# TASK DETAILS
When you answer, give every record back exactly as written.

# INPUT

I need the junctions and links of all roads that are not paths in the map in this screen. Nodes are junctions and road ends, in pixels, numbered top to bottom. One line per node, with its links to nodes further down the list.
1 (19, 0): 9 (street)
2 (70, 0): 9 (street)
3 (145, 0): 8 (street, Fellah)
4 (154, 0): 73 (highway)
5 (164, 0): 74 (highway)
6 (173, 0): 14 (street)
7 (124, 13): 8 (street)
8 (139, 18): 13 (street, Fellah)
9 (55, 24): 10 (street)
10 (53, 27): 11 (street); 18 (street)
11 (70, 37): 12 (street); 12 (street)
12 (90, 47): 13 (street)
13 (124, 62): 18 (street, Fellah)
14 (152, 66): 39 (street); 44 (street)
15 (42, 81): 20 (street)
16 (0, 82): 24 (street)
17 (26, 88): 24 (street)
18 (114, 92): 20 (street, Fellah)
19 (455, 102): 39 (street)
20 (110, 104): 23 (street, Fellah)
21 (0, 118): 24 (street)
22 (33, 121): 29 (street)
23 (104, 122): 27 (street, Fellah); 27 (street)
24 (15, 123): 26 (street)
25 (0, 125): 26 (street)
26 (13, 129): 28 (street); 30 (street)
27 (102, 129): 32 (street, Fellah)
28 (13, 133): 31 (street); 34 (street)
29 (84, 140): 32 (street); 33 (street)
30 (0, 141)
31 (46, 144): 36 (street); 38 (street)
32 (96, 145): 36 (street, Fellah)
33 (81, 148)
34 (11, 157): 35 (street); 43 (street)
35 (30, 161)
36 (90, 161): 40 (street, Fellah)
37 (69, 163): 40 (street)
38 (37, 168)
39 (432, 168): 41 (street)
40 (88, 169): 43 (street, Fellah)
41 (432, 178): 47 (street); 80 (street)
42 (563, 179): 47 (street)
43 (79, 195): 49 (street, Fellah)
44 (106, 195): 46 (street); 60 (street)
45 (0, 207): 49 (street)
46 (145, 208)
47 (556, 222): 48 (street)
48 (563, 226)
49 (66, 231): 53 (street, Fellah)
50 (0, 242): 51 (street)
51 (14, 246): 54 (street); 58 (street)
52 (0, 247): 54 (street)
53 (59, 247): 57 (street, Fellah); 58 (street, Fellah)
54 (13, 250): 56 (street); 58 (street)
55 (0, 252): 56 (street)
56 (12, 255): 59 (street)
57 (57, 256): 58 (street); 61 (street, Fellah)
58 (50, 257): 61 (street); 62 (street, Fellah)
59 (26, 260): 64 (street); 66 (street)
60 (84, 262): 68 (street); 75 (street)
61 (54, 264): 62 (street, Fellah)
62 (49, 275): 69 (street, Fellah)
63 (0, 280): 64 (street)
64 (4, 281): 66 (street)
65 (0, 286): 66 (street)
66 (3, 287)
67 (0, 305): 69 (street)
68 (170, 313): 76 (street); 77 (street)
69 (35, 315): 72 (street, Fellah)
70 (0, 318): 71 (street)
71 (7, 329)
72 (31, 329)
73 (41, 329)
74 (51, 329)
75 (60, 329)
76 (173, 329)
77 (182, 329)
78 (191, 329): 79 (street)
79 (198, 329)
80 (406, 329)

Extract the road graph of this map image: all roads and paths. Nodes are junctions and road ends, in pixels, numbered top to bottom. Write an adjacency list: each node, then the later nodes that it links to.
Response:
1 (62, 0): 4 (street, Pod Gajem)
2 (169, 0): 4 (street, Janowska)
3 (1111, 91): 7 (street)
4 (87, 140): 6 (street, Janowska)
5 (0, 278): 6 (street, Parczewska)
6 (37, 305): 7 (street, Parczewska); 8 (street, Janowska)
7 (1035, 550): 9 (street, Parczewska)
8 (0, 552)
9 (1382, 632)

# SOLUTION FOR THIS EXERCISE
I need the junctions and links of all roads that are not paths in the map in this screen. Nodes are junctions and road ends, in pixels, numbered top to bottom. One line per node, with its links to nodes further down the list.
1 (19, 0): 9 (street)
2 (70, 0): 9 (street)
3 (145, 0): 8 (street, Fellah)
4 (154, 0): 73 (highway)
5 (164, 0): 74 (highway)
6 (173, 0): 14 (street)
7 (124, 13): 8 (street)
8 (139, 18): 13 (street, Fellah)
9 (55, 24): 10 (street)
10 (53, 27): 11 (street); 18 (street)
11 (70, 37): 12 (street); 12 (street)
12 (90, 47): 13 (street)
13 (124, 62): 18 (street, Fellah)
14 (152, 66): 39 (street); 44 (street)
15 (42, 81): 20 (street)
16 (0, 82): 24 (street)
17 (26, 88): 24 (street)
18 (114, 92): 20 (street, Fellah)
19 (455, 102): 39 (street)
20 (110, 104): 23 (street, Fellah)
21 (0, 118): 24 (street)
22 (33, 121): 29 (street)
23 (104, 122): 27 (street, Fellah); 27 (street)
24 (15, 123): 26 (street)
25 (0, 125): 26 (street)
26 (13, 129): 28 (street); 30 (street)
27 (102, 129): 32 (street, Fellah)
28 (13, 133): 31 (street); 34 (street)
29 (84, 140): 32 (street); 33 (street)
30 (0, 141)
31 (46, 144): 36 (street); 38 (street)
32 (96, 145): 36 (street, Fellah)
33 (81, 148)
34 (11, 157): 35 (street); 43 (street)
35 (30, 161)
36 (90, 161): 40 (street, Fellah)
37 (69, 163): 40 (street)
38 (37, 168)
39 (432, 168): 41 (street)
40 (88, 169): 43 (street, Fellah)
41 (432, 178): 47 (street); 80 (street)
42 (563, 179): 47 (street)
43 (79, 195): 49 (street, Fellah)
44 (106, 195): 46 (street); 60 (street)
45 (0, 207): 49 (street)
46 (145, 208)
47 (556, 222): 48 (street)
48 (563, 226)
49 (66, 231): 53 (street, Fellah)
50 (0, 242): 51 (street)
51 (14, 246): 54 (street); 58 (street)
52 (0, 247): 54 (street)
53 (59, 247): 57 (street, Fellah); 58 (street, Fellah)
54 (13, 250): 56 (street); 58 (street)
55 (0, 252): 56 (street)
56 (12, 255): 59 (street)
57 (57, 256): 58 (street); 61 (street, Fellah)
58 (50, 257): 61 (street); 62 (street, Fellah)
59 (26, 260): 64 (street); 66 (street)
60 (84, 262): 68 (street); 75 (street)
61 (54, 264): 62 (street, Fellah)
62 (49, 275): 69 (street, Fellah)
63 (0, 280): 64 (street)
64 (4, 281): 66 (street)
65 (0, 286): 66 (street)
66 (3, 287)
67 (0, 305): 69 (street)
68 (170, 313): 76 (street); 77 (street)
69 (35, 315): 72 (street, Fellah)
70 (0, 318): 71 (street)
71 (7, 329)
72 (31, 329)
73 (41, 329)
74 (51, 329)
75 (60, 329)
76 (173, 329)
77 (182, 329)
78 (191, 329): 79 (street)
79 (198, 329)
80 (406, 329)

Extract the road graph of this map image: all roads and paths. Nodes are junctions and road ends, in pixels, numbered top to bottom. Write an adjacency list: each node, then the later nodes that it links to.
Response:
1 (62, 0): 4 (street, Pod Gajem)
2 (169, 0): 4 (street, Janowska)
3 (1111, 91): 7 (street)
4 (87, 140): 6 (street, Janowska)
5 (0, 278): 6 (street, Parczewska)
6 (37, 305): 7 (street, Parczewska); 8 (street, Janowska)
7 (1035, 550): 9 (street, Parczewska)
8 (0, 552)
9 (1382, 632)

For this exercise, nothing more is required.